**Your instructions:** Go through the records below and show every line with the string "ZAMORA".

[Start of section]

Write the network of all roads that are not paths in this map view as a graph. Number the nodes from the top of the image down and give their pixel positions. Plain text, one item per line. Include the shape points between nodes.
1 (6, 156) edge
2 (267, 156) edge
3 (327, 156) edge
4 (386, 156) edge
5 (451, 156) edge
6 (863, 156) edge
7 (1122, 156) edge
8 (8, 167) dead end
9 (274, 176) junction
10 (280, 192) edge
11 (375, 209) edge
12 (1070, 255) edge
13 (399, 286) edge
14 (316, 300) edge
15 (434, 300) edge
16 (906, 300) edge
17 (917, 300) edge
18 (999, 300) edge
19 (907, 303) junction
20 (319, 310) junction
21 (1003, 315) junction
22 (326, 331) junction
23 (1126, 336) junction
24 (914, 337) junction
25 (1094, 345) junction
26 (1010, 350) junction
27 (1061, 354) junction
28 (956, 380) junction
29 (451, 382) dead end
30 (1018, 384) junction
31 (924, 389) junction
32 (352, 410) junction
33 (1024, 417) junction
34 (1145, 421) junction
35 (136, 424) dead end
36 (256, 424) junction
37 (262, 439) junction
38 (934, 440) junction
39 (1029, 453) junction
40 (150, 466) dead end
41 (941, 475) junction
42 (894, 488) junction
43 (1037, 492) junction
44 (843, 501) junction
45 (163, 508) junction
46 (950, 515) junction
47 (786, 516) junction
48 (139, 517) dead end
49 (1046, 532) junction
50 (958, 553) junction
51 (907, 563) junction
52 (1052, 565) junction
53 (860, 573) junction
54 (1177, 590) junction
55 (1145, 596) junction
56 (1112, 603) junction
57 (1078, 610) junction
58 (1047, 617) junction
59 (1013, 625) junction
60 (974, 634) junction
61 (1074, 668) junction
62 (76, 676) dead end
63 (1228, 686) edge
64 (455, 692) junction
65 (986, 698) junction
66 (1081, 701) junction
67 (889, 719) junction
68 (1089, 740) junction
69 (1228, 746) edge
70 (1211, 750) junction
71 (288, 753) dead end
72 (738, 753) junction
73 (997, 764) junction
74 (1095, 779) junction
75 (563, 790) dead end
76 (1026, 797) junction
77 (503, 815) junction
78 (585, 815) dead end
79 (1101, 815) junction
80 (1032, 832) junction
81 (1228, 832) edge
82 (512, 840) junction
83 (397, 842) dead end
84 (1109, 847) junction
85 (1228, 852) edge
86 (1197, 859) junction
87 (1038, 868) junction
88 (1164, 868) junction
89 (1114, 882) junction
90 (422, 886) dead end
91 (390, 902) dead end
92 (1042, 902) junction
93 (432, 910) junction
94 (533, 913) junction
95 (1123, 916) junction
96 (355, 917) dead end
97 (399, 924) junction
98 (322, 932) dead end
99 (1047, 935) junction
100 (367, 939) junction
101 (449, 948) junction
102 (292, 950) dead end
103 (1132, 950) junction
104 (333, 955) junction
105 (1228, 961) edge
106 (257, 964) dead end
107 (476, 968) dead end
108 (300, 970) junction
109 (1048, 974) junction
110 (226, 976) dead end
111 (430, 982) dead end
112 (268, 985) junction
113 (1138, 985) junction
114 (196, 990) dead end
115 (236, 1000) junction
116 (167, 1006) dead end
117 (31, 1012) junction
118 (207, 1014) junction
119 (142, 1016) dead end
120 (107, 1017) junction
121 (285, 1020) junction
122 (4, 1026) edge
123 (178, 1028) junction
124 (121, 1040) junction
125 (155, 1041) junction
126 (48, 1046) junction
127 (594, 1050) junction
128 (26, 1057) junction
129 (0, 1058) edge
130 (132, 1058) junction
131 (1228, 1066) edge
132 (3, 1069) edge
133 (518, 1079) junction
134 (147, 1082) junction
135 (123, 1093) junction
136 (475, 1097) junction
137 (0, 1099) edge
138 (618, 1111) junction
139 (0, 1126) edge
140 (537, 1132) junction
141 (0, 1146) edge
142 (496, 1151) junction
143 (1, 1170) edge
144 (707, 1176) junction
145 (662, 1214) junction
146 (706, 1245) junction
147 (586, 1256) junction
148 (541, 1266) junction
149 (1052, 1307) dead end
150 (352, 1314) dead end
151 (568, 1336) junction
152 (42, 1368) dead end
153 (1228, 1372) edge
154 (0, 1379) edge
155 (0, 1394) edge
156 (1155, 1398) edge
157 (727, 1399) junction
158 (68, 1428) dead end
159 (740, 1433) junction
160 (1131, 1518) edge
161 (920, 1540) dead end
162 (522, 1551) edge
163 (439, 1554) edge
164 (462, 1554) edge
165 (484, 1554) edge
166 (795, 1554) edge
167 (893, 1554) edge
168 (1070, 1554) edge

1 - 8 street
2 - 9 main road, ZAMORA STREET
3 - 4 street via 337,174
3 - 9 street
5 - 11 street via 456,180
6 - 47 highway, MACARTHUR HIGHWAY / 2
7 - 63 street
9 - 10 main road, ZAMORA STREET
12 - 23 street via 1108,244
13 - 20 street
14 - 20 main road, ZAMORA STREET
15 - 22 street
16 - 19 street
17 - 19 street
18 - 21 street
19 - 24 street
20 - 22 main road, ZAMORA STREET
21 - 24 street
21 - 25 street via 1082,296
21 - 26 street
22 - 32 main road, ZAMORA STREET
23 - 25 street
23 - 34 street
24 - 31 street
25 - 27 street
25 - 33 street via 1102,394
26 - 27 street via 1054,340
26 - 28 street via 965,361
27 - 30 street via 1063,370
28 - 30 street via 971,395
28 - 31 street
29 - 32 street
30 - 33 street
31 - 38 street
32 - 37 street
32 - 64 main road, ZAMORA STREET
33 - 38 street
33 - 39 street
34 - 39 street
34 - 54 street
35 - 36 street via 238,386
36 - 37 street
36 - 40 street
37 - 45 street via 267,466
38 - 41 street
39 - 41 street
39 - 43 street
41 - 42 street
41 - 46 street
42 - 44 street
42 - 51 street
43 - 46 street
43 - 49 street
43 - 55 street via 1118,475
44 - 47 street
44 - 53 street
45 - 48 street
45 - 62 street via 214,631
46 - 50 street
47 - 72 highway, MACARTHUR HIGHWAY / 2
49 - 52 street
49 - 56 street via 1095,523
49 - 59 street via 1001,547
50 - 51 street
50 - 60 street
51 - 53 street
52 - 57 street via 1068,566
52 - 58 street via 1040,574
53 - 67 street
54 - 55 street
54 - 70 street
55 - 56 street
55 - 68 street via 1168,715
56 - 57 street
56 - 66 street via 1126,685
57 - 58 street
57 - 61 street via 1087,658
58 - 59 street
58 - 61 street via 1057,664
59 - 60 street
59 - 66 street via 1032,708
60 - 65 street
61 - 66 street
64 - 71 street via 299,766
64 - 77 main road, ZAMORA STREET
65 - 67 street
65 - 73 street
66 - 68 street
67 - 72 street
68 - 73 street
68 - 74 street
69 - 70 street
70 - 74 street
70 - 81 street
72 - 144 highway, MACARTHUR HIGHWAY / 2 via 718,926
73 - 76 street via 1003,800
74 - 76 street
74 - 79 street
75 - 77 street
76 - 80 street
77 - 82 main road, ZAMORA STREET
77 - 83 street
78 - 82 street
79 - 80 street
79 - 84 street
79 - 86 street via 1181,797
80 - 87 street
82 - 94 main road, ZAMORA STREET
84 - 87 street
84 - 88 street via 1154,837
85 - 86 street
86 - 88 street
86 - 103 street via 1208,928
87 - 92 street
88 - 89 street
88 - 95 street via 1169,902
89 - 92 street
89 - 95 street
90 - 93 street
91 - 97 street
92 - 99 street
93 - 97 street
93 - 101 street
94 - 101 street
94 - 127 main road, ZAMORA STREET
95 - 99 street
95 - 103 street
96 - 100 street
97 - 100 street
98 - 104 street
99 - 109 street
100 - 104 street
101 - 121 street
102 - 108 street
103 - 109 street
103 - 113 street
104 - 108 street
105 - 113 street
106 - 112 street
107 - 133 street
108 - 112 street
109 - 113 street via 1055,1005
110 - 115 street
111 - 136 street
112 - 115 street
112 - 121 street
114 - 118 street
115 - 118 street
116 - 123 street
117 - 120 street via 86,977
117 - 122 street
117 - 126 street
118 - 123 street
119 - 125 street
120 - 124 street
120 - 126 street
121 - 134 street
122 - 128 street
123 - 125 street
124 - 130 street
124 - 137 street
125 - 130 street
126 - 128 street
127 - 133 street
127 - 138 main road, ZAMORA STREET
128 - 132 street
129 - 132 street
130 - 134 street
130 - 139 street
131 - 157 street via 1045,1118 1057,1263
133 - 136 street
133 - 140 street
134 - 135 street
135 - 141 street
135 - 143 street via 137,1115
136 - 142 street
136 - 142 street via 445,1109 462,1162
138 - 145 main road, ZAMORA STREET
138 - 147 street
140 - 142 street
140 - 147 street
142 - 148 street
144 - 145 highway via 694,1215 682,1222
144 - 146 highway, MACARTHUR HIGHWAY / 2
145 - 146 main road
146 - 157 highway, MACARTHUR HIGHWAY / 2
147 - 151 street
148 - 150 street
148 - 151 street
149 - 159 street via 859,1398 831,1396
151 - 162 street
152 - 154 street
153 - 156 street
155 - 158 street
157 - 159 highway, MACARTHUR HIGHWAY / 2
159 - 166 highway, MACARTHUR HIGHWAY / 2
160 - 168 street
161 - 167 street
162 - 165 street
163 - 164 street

[End of section]

**Reply to the task:**
2 - 9 main road, ZAMORA STREET
9 - 10 main road, ZAMORA STREET
14 - 20 main road, ZAMORA STREET
20 - 22 main road, ZAMORA STREET
22 - 32 main road, ZAMORA STREET
32 - 64 main road, ZAMORA STREET
64 - 77 main road, ZAMORA STREET
77 - 82 main road, ZAMORA STREET
82 - 94 main road, ZAMORA STREET
94 - 127 main road, ZAMORA STREET
127 - 138 main road, ZAMORA STREET
138 - 145 main road, ZAMORA STREET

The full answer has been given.